Check every line of the entries for the string "Lane" and return the ones that contain it.
Extracted data START
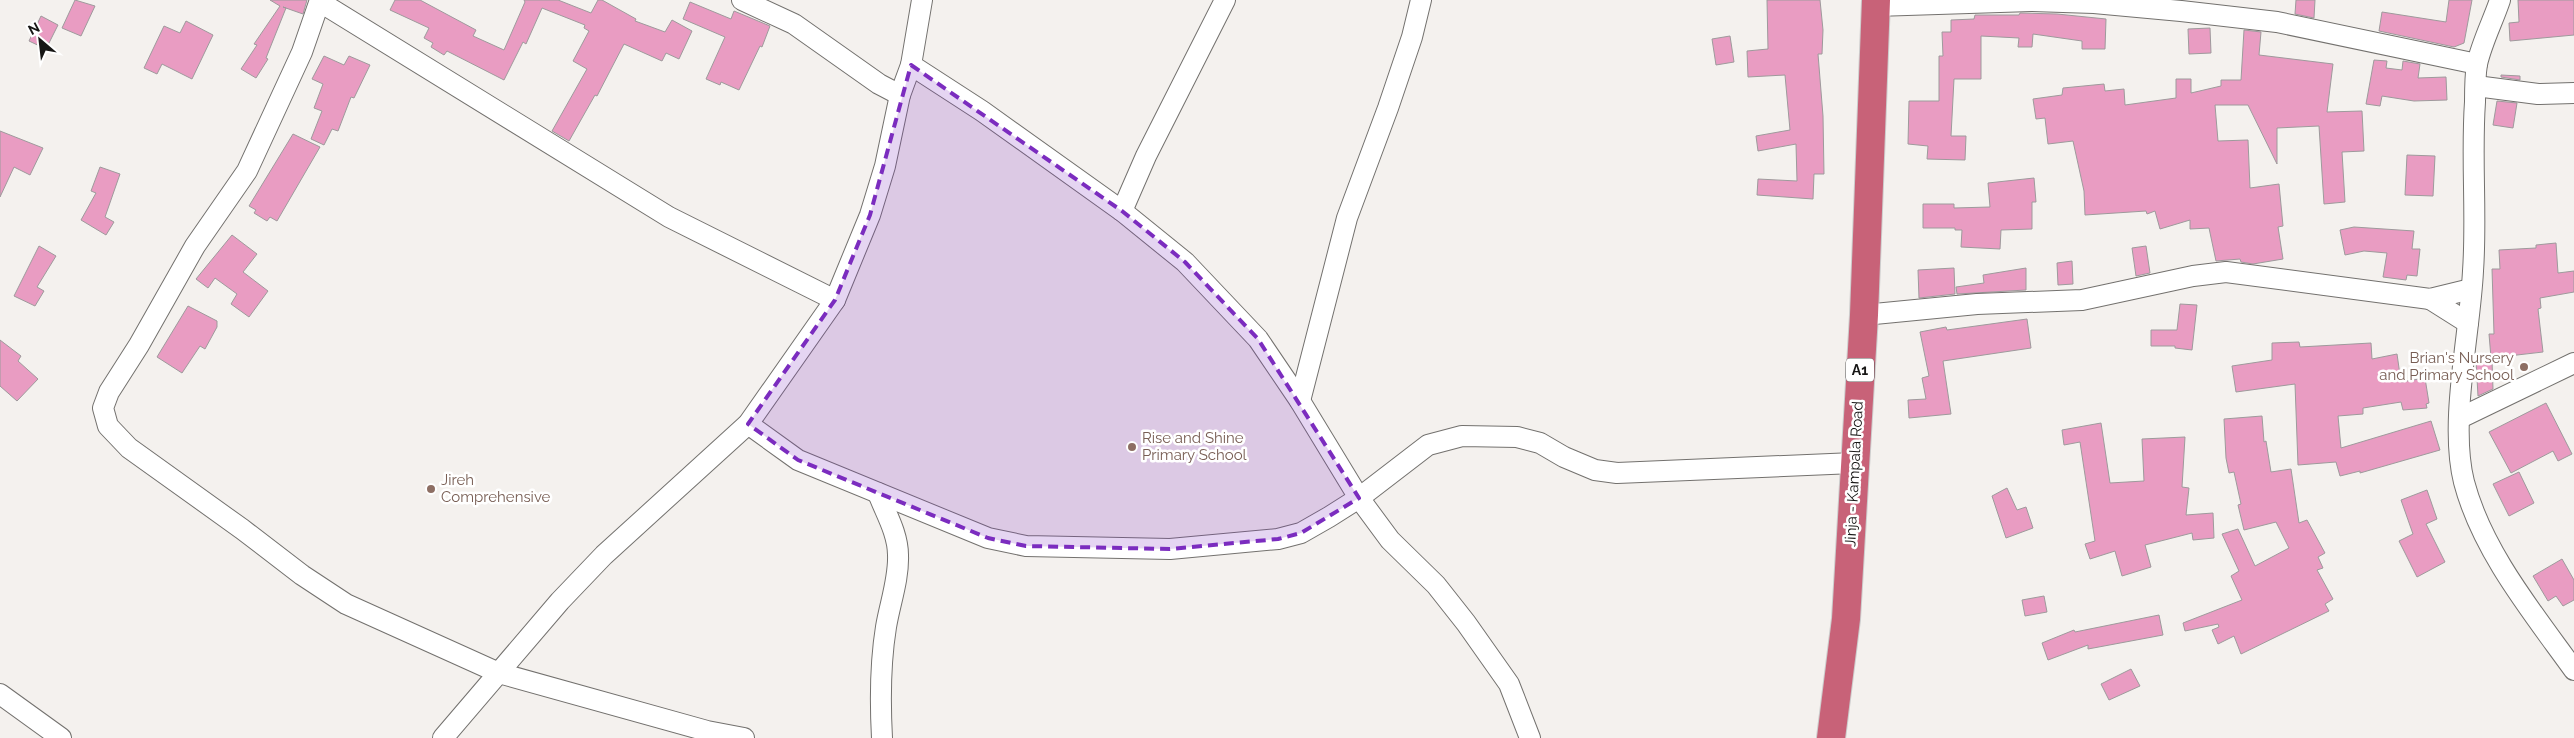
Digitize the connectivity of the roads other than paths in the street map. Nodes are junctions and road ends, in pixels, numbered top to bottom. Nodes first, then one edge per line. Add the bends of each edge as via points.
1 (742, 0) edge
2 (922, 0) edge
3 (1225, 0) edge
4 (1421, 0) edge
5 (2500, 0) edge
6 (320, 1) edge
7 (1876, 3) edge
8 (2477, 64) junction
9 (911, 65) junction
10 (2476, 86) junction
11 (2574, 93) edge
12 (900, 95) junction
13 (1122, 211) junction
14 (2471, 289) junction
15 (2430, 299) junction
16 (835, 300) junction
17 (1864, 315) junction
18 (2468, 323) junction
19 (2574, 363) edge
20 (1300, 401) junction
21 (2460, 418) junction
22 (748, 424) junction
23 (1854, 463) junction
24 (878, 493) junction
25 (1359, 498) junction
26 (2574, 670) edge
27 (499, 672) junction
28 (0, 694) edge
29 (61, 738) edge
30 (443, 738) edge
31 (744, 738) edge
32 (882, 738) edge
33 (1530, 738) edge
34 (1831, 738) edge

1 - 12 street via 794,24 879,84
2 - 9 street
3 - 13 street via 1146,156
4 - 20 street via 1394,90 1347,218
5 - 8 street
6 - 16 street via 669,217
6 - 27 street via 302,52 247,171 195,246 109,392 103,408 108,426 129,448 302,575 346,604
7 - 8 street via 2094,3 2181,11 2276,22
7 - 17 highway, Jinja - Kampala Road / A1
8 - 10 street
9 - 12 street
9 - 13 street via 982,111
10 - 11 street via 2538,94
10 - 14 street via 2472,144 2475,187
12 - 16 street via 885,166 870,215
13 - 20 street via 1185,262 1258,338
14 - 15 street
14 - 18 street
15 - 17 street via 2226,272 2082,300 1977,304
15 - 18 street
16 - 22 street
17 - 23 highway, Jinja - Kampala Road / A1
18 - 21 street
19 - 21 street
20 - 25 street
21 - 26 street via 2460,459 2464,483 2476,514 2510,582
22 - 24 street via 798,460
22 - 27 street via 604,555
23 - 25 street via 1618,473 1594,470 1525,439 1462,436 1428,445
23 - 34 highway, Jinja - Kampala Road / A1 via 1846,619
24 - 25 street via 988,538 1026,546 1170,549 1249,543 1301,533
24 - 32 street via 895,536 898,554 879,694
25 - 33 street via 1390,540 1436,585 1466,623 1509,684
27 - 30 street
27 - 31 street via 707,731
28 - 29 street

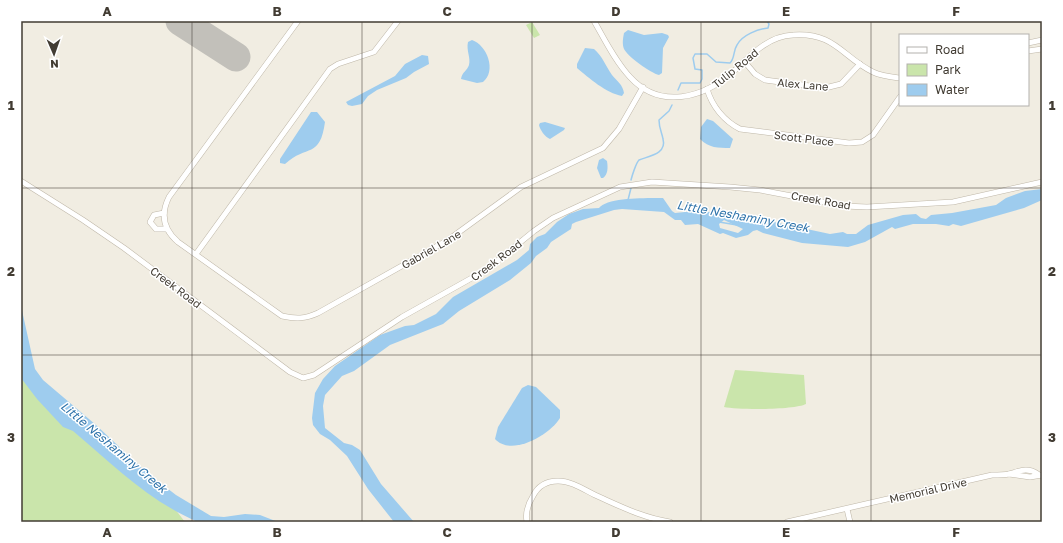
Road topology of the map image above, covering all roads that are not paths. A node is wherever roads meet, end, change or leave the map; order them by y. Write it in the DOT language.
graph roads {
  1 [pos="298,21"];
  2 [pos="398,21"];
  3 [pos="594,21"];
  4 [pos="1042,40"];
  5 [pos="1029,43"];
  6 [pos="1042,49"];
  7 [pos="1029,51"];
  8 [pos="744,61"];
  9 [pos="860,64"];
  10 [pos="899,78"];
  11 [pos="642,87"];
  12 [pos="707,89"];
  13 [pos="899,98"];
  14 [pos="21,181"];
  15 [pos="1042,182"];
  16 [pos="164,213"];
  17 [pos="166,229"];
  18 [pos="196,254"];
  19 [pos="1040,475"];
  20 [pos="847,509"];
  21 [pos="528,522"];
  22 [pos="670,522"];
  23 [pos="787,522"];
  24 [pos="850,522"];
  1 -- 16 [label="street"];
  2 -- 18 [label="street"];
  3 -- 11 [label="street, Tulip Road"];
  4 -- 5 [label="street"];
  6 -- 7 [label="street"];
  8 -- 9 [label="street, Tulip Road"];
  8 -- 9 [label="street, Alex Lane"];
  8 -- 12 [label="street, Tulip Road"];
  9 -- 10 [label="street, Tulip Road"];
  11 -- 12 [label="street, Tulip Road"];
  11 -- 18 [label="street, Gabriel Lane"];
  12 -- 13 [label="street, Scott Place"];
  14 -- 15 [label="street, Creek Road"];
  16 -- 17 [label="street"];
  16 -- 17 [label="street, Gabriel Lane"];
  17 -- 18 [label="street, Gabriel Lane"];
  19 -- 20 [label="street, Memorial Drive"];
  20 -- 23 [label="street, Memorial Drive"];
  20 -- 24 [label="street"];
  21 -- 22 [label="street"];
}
Extracted data END
Task solution >>
  8 -- 9 [label="street, Alex Lane"];
  11 -- 18 [label="street, Gabriel Lane"];
  16 -- 17 [label="street, Gabriel Lane"];
  17 -- 18 [label="street, Gabriel Lane"];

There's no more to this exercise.